Here are two questions. How tall am I? and How tall is everyone in our class?
One of these is worth surveying the whole class about. The other you could answer with a single measurement. Which is which, and what makes a question worth asking lots of people?
Take three hands-up answers, not open call-outs. Give five seconds of quiet think-time first.
Listen for the idea that How tall am I? has one answer, while How tall is everyone? gives a whole spread of different heights. Don't name the term statistical question yet, that lands in the next step.
Let's sort some questions together. A statistical question is one that expects lots of different answers when you ask a group of people. A question with just one fixed answer is not worth surveying.
Look at each of these four and decide: would the answers vary from person to person, or would everyone give the same answer?
Walk each question aloud, one at a time.
Key line to say aloud: if the answers vary, it is worth surveying; if they don't, it isn't.
Let's try this in your groups. Draft one statistical question you could survey the class with, then agree what kind of answers you'd expect to get back, and whether they'd really vary.
Write your draft on your group's paper first. Then we'll share each group's question at the board and refine the wording together so it is clear and gives a good spread of answers.
This round is for talking it through together. While groups draft, each group writes its one question on its own sheet of paper or in a copybook — not at the board yet. When you call for share-back, one nominated pupil from each group brings their draft to the board so the class can see and refine it one at a time.
Move around the groups as they draft. Push them away from yes/no questions (Do you like football?) toward open ones that give a spread (What is your favourite sport? or How many matches do you watch in a week?).
When sharing back, ask the class for each draft: would the answers vary, or would most people say the same thing? Revoice a strong refinement: so changing 'do you like' to 'how many' gives us a much wider range of answers. At the very end, agree one class question and write it at the top of the board, where it stays for the survey step.
In your maths copy, write three statistical questions you could survey the class with. Beside each one, note what kind of answers you would expect to get back.
For example, beside What is your favourite sport? you might write a spread of sport names; beside How many minutes do you read at home? you might write a range of numbers.
Walk the room glancing at whether each question would really give varied answers — this is whole-class copybook practice, not marking. If you spot a yes/no question, quietly prompt the pupil to reword it.
Now let's run our agreed class question together. Our class question is the one we agreed on at the end of the discussion, written at the top of the board now.
Each of you writes your answer on a response card. As the cards come up, the recorder reads them out and writes each one into a list on the board, in the order they are read. This complete, unsorted list is our raw data: every answer written exactly as given, before any sorting or counting.
We'll gather answers row by row, so we may only get through part of the class today — that's fine. Watch for any response that doesn't actually fit the question, and if you spot one, explain why it doesn't belong.
Hand a response card to each pupil.

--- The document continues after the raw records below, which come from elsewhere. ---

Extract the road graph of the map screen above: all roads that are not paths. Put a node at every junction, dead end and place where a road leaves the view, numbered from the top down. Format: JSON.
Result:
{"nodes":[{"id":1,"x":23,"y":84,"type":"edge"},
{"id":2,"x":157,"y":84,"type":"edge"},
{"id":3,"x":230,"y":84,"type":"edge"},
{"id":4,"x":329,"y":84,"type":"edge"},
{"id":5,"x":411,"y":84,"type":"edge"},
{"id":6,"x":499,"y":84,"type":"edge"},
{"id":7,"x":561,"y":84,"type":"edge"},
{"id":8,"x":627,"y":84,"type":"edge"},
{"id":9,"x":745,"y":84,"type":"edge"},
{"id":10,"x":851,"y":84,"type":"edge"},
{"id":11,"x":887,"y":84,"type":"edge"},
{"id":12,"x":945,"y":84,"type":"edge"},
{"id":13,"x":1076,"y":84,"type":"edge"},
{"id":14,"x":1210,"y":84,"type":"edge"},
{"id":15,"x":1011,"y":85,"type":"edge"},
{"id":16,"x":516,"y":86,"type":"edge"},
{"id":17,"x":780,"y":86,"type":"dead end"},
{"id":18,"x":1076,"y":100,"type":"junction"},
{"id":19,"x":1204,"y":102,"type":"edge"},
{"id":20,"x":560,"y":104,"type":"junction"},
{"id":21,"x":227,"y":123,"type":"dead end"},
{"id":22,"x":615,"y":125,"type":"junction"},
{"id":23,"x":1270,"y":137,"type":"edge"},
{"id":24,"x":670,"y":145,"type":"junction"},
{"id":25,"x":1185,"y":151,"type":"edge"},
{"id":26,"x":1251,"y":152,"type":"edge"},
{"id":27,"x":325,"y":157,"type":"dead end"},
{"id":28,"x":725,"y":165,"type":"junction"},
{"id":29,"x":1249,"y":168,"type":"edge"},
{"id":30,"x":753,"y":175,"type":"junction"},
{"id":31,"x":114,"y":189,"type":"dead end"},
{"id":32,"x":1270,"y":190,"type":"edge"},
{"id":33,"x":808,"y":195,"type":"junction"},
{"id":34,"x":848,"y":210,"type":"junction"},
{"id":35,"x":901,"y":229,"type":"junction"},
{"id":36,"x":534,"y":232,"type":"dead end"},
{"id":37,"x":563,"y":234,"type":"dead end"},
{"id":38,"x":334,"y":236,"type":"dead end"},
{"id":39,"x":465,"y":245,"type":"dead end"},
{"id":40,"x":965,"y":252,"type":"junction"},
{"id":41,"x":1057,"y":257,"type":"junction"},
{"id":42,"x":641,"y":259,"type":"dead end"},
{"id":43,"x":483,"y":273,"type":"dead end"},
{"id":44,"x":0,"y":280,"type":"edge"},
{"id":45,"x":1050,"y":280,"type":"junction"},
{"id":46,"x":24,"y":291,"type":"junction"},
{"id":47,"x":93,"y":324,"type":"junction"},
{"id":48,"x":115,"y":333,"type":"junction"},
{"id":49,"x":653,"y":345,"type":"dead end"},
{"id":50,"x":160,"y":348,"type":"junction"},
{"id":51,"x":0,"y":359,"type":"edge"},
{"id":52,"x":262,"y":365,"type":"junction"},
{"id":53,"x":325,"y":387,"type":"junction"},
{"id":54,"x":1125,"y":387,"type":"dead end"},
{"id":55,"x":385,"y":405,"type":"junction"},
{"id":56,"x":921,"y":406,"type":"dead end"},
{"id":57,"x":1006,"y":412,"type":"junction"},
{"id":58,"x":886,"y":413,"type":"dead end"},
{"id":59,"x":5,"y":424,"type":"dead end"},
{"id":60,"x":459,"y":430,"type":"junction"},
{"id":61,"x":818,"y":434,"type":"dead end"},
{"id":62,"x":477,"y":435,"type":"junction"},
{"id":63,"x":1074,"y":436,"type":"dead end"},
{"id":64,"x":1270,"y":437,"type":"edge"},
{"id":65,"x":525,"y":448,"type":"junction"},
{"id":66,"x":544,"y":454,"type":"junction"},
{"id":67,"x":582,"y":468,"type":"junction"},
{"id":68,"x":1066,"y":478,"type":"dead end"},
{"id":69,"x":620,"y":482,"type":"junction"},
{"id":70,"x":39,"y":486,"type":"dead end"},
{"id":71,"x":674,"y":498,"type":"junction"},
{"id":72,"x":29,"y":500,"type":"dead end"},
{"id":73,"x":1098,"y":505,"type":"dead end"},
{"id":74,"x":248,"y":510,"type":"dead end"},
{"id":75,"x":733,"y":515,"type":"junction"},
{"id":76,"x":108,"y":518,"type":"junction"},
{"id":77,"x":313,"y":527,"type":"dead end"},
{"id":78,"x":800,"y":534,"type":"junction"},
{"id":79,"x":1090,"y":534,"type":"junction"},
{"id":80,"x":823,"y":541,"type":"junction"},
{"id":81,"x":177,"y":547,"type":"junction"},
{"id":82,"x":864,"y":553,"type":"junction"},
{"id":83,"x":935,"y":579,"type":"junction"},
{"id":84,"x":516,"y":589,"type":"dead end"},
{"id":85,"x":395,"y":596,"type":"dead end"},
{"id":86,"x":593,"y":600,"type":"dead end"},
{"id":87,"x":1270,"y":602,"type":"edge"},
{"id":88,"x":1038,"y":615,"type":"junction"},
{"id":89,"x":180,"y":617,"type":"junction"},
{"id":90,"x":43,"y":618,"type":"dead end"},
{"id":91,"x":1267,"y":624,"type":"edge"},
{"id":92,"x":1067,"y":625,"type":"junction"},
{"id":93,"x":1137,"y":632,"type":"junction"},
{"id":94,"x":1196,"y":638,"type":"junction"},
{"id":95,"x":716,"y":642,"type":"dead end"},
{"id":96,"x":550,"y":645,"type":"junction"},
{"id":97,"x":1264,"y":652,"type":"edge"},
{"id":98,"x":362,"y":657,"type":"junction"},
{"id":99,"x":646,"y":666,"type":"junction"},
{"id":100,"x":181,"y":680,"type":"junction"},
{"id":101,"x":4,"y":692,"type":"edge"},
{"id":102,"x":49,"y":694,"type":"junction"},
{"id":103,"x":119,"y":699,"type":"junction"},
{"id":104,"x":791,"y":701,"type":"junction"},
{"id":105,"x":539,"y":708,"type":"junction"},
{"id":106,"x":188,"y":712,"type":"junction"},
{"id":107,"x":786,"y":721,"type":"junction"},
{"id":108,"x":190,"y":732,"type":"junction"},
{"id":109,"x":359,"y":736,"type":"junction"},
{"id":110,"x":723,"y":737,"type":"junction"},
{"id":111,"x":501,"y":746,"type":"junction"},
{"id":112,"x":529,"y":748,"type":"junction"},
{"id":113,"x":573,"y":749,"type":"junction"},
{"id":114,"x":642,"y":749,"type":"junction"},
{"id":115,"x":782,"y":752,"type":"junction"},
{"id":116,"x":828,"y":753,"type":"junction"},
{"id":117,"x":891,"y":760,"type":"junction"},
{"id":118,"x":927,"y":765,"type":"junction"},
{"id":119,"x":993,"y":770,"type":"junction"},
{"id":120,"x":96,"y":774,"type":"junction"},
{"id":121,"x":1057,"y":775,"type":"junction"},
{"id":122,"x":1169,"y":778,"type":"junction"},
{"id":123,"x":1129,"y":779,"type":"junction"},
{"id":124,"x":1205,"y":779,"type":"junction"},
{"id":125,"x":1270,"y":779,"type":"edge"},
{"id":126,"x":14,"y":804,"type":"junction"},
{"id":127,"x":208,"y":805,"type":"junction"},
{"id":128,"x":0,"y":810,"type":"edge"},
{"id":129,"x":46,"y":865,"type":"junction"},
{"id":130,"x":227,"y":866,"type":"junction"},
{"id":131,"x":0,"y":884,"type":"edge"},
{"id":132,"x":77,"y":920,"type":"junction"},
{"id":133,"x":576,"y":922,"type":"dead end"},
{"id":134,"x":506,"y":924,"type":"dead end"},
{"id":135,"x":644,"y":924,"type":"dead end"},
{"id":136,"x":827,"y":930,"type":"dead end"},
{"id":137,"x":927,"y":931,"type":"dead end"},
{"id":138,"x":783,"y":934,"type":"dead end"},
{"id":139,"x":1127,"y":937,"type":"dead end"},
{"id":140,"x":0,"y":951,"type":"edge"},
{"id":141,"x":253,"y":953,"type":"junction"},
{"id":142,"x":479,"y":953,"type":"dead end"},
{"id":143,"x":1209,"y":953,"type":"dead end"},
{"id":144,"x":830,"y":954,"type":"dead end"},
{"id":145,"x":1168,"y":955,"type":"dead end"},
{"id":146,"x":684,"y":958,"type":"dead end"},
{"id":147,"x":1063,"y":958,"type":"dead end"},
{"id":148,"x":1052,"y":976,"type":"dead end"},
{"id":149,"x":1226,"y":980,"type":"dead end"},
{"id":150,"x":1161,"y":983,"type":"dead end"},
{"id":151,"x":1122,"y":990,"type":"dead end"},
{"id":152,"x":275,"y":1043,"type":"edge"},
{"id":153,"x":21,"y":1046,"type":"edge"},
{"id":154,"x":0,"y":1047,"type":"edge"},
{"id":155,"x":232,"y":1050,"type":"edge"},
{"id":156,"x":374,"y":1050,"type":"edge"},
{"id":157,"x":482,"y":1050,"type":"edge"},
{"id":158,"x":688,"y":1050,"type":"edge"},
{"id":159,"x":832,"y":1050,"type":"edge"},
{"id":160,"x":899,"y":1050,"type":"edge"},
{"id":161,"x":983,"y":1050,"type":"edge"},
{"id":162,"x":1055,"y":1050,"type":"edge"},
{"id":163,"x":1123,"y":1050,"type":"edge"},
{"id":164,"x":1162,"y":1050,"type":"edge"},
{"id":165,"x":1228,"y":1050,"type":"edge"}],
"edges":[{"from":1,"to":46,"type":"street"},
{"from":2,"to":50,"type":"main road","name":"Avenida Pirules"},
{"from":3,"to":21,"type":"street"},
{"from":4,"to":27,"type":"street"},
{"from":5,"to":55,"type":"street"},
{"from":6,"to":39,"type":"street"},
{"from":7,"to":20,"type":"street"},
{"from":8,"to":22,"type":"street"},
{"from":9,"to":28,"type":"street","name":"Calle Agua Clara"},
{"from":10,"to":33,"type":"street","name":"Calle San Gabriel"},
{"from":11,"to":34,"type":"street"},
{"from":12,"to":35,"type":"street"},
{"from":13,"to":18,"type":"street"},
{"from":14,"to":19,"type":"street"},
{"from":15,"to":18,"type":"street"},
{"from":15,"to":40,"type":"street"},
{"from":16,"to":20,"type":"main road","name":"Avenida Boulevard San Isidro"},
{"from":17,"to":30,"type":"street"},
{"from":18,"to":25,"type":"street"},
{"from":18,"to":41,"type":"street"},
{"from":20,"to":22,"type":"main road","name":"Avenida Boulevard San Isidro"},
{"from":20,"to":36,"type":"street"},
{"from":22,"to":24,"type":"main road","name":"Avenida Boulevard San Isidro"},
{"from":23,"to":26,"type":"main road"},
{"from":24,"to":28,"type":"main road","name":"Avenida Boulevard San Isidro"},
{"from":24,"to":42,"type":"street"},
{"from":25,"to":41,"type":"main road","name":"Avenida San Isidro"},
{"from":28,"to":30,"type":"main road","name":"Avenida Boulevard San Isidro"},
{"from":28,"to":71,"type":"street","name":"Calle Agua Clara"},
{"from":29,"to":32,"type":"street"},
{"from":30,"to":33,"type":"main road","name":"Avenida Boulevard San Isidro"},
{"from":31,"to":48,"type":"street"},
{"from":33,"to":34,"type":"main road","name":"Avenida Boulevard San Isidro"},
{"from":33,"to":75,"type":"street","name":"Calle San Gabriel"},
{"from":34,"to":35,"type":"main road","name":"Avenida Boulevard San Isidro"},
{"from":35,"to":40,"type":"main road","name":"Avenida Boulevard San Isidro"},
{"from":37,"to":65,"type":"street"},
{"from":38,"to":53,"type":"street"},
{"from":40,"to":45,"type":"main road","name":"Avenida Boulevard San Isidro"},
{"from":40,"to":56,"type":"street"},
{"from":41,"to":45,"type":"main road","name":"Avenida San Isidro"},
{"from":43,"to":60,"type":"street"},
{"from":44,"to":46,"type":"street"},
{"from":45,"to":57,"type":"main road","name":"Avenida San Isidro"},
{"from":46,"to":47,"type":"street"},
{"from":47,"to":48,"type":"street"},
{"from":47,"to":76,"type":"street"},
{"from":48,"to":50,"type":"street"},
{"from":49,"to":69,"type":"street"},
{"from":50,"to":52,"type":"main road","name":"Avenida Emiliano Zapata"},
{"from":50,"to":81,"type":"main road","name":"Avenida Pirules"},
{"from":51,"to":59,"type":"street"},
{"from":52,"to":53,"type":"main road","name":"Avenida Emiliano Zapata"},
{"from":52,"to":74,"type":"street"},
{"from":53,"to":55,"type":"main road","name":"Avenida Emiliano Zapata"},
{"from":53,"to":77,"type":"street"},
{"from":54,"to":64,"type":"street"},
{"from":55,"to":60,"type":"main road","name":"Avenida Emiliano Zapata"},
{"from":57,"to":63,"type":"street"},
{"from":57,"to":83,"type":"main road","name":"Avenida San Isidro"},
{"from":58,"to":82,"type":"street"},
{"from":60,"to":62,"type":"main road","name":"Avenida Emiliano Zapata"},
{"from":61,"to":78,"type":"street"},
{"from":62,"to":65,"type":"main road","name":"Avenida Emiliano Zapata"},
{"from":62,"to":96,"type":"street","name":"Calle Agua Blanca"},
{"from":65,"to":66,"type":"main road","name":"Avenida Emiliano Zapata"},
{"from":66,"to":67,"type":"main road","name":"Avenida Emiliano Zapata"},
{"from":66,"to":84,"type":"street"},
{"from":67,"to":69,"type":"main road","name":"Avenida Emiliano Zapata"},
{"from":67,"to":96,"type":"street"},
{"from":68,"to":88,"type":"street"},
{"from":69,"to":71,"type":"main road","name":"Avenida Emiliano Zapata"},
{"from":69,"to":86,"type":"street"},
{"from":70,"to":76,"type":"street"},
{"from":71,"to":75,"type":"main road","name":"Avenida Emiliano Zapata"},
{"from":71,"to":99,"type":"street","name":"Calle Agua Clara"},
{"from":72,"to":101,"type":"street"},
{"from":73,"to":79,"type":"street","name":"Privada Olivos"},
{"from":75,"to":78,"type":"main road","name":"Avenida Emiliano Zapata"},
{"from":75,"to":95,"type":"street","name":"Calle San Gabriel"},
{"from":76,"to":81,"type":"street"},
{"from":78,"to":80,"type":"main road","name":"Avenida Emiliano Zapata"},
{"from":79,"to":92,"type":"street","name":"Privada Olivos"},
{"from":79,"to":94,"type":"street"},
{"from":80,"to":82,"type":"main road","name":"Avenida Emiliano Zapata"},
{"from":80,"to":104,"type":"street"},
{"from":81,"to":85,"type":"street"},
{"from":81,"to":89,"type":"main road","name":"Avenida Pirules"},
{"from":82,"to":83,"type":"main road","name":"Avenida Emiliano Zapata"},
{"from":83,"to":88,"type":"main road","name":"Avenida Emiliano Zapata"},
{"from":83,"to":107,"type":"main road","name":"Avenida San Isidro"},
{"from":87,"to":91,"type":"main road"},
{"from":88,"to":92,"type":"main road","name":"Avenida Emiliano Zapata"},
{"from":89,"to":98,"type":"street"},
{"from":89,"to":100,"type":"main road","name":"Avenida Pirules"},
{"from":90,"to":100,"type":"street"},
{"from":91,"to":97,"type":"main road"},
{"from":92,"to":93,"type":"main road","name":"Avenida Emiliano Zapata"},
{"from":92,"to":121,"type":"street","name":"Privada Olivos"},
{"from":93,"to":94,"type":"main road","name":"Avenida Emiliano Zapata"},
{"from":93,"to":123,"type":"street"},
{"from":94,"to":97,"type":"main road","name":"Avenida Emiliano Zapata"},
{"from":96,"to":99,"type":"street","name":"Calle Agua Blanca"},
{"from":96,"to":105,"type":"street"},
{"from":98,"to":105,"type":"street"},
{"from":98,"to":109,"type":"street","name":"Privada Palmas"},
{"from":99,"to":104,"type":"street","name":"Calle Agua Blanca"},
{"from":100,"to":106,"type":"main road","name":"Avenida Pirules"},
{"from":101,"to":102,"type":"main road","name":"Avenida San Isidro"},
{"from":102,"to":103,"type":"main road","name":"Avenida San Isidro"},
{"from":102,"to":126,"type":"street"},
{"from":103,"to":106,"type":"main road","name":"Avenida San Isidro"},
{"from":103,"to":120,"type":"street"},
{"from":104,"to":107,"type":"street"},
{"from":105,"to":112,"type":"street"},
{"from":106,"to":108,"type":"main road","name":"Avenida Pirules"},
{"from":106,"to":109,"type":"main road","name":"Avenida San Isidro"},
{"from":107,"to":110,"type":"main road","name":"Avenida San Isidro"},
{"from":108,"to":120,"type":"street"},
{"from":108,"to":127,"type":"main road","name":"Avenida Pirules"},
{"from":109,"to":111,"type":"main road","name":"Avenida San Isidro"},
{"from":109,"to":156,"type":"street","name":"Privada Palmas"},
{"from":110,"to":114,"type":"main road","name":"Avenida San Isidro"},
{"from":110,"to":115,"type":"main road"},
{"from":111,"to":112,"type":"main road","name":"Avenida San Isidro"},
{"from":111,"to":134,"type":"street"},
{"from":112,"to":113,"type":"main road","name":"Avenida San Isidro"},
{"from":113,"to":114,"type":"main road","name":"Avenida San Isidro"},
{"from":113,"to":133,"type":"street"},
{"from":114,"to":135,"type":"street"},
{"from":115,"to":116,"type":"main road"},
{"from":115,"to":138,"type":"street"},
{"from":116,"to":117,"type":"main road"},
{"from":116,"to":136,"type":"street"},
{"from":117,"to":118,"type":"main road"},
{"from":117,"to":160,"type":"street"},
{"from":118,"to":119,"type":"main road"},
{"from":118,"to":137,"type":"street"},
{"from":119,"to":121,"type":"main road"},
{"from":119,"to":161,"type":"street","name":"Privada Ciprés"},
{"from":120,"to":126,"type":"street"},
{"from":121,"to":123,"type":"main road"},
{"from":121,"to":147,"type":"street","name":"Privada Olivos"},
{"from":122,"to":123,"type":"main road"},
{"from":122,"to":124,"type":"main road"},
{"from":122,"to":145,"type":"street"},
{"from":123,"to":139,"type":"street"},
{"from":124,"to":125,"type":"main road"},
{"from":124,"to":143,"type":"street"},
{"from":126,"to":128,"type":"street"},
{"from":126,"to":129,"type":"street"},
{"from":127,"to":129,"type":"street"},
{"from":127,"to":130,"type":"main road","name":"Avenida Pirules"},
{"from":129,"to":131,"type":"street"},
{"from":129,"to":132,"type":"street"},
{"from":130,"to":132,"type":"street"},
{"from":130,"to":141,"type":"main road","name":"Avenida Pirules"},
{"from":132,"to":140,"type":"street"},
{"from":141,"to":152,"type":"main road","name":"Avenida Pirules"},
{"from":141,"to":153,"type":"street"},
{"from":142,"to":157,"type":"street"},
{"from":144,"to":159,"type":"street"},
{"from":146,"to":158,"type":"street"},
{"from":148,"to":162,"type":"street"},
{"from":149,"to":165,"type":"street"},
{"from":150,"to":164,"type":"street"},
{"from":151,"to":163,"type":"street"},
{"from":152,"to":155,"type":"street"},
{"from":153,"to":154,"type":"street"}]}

They write their answer to the agreed class question on it.
Have one pupil at the board record each card's answer as it is read out, building the raw data list. Rotate the recorder every few responses.

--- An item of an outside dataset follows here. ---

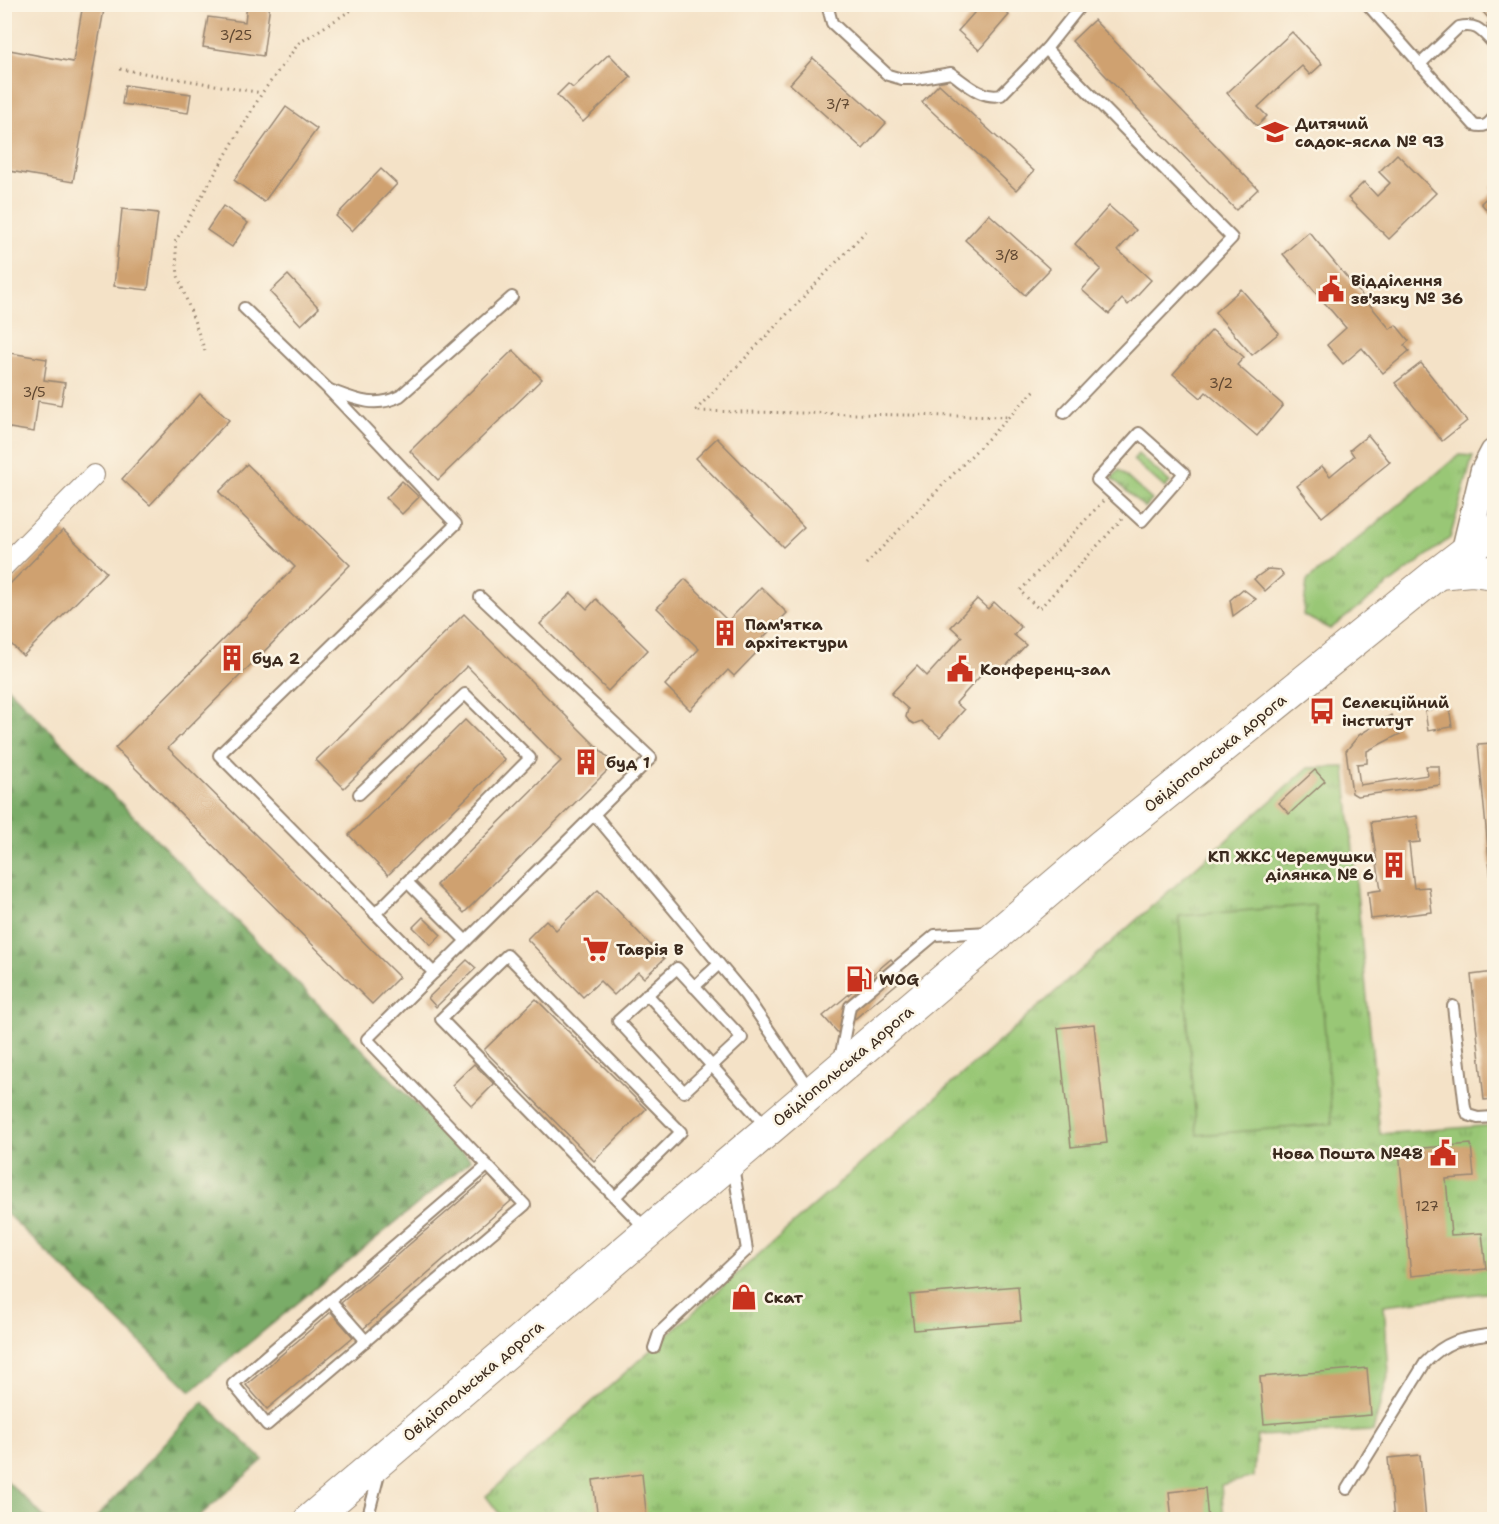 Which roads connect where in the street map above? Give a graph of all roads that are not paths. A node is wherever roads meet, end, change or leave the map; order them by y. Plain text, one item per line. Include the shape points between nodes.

What did you notice about our survey? Did our question give a good spread of answers, or did most people say the same thing? If we asked a vague question, what kind of mess might we end up with in our list?
Listen for pupils naming the link between a clear question and tidy data. Revoice a strong answer: so a fuzzy question lets people answer in different ways, and then our list is hard to make sense of.
If the class question gave a good spread, point that out as the mark of a strong statistical question.
Next we take a raw list like the one we built today and start to organise it — sorting wide-spread values into equal groups so the mess becomes a tidy table.
Keep the closing brisk. The raw list built today is the natural starting point for the grouped frequency table in the next lesson.